What advice do Tejas and Trisha have for other young people? “Get involved early and cultivate empathy, passion, selfless service without fail,” they impart, “Do not be afraid to ask for help; be it in your school, community, or even organizations that you belong to. Do not be afraid of failures as you learn more through them than what you would have learned through successes. These failures make you resilient, forcing you to introspect, to change things in you, around you, and everywhere. Real changemaking germinates from the seeds of failures, kickstarting the journey itself. Do table these opportunities/failures in your journey as a family dialogue at home. Also, do realize that there are tons of opportunities lurking behind these failures. Lastly, do not rest until you see those visible positive changes taking root even though it is minute.”
“We have advice for parents/guardians too: Please contribute a little of your time and commitment if you can, by jumping into it instead of driving your young changemakers around with their journeys.
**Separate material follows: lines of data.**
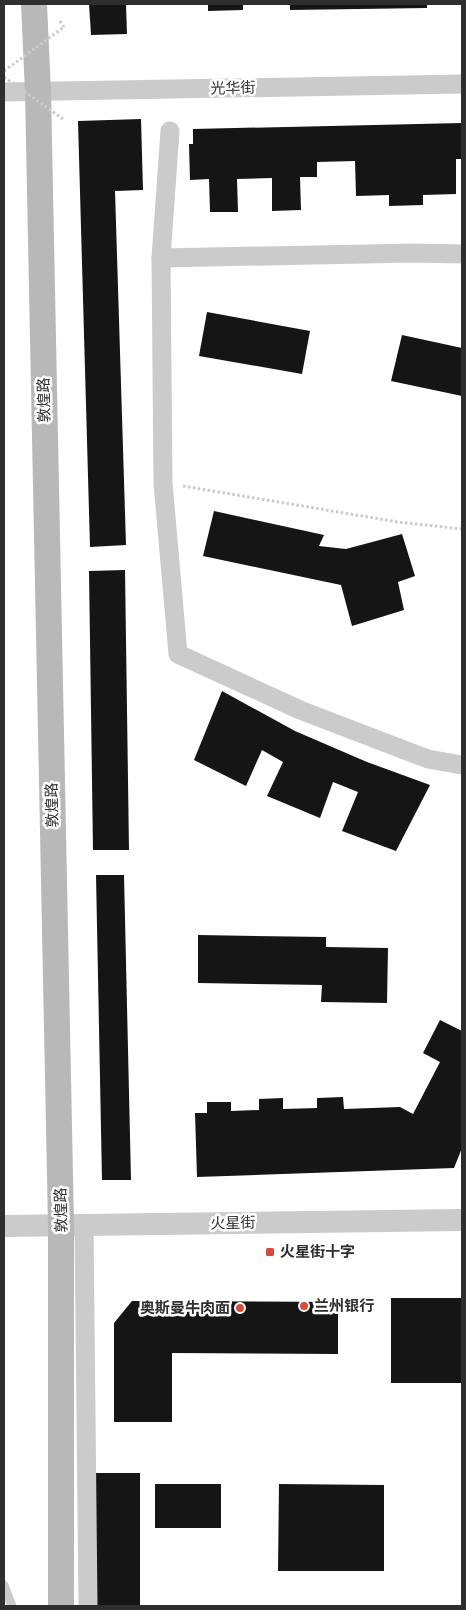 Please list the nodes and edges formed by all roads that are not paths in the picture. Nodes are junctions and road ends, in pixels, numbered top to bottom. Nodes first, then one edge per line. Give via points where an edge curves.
1 (34, 4) edge
2 (462, 84) edge
3 (4, 92) edge
4 (38, 92) junction
5 (170, 131) dead end
6 (462, 254) edge
7 (161, 258) junction
8 (462, 765) edge
9 (462, 1220) edge
10 (72, 1225) junction
11 (4, 1226) edge
12 (4, 1585) edge
13 (12, 1606) edge
14 (61, 1606) edge
15 (88, 1606) edge

1 - 4 main road, 敦煌路
2 - 4 street, 光华街
3 - 4 street, 光华街
4 - 10 main road, 敦煌路
5 - 7 street
6 - 7 street
7 - 8 street via 163,483 178,654 300,710 428,759
9 - 10 street, 火星街
10 - 11 street, 火星街
10 - 14 main road, 敦煌路
10 - 15 street
12 - 13 lane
We are all too busy to meet our commitments; be it at home, work, or communities sometimes, in a fair and equitable manner. We tend to forget somehow who we are, and how we got into this competition band-wagon,” they candidly share.
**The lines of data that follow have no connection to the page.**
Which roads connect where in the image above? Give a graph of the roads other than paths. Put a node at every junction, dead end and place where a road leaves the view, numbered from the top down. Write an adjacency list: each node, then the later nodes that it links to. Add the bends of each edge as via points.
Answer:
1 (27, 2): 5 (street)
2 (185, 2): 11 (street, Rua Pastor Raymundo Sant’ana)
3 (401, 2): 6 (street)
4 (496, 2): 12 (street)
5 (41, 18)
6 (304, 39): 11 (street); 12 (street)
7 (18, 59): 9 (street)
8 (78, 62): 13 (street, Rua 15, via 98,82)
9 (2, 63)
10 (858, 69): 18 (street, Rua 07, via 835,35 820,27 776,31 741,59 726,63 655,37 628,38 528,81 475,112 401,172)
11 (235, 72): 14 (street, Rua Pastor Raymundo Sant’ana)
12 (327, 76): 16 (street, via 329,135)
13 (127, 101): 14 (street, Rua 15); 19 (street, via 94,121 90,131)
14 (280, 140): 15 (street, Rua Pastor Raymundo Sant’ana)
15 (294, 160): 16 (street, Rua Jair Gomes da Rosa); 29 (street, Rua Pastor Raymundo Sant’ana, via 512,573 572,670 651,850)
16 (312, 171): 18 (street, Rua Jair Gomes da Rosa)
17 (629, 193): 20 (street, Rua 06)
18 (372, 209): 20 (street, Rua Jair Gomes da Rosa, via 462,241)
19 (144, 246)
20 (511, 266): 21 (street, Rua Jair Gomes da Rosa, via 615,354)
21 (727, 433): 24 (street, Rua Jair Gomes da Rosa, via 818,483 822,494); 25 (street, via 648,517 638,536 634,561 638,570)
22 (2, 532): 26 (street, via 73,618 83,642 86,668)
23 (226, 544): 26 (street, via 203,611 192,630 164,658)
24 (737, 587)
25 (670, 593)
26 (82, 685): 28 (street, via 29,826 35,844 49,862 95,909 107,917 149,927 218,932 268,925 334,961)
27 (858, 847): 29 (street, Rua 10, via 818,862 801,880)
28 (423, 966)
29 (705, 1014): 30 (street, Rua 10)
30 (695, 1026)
Thinking about their own parents, Trisha describes, “My parents are big supporters of our changemaking journeys, but my dad in particular, who is a Boy Scout, is a classic example. Certain qualities such as readiness for selfless service, creating and extending opportunities, not consuming more opportunities than creating, and not taking credit for any noble work, is embedded in his blood. However, over time, he forgot his changemaking roots due to lack of time and other commitments. Our changemaking journey re-energized his passion and electrified his own sense of power and now he is thinking about how he can positively impact his workplace and community, among others. His renewed commitment to change demonstrates that changemaking can happen at any age.
Starting college next fall, Trisha notes, “It is really exciting, but scary too.” But, more confident than ever, Trisha is open-minded about the journey and mindful of the responsibilities ahead of her. Speaking of responsibilities, they certainly seem to grow over time as she was ecstatic to find out that she was recently awarded the “Presidential Gold Service” medal and a commendation letter from White House for creating visible change in her community.
“A changemaker is always ready to make changes anywhere and everywhere. Always embrace your inner power and do some soul-searching,” Tejas reflects. “Find inspiration from others and locate all the inequalities that exist, perform research on some of them, and decide which changemaker journey you want to be associated with. Once done, invite others to join and make it a fun journey. Until then, enjoy all the opportunities that come your way, even at these times.”
Trisha and Tejas offer special thanks for Valley View School Districts, Bolingbrook High School, Brooks Middle School, North South Foundation, Ashoka, Purdue University Northwest Campus, Fermi National Laboratory, Argonne National Laboratory, Bolingbrook Stem Association, Village of Bolingbrook, Jennifer Pizzuto, Lois Emde, Lauren Ross, Kent Slayton, Dr. Keith Wood, Dr. Jason Pascavage, Dr. Christy Vehe, and Senators (Lauren Underwood, Dr. Bill Foster, Dick Durbin, and Elizabeth Warren) for directly or indirectly supporting them in their changemaker journeys. It takes an ecosystem to raise a changemaker.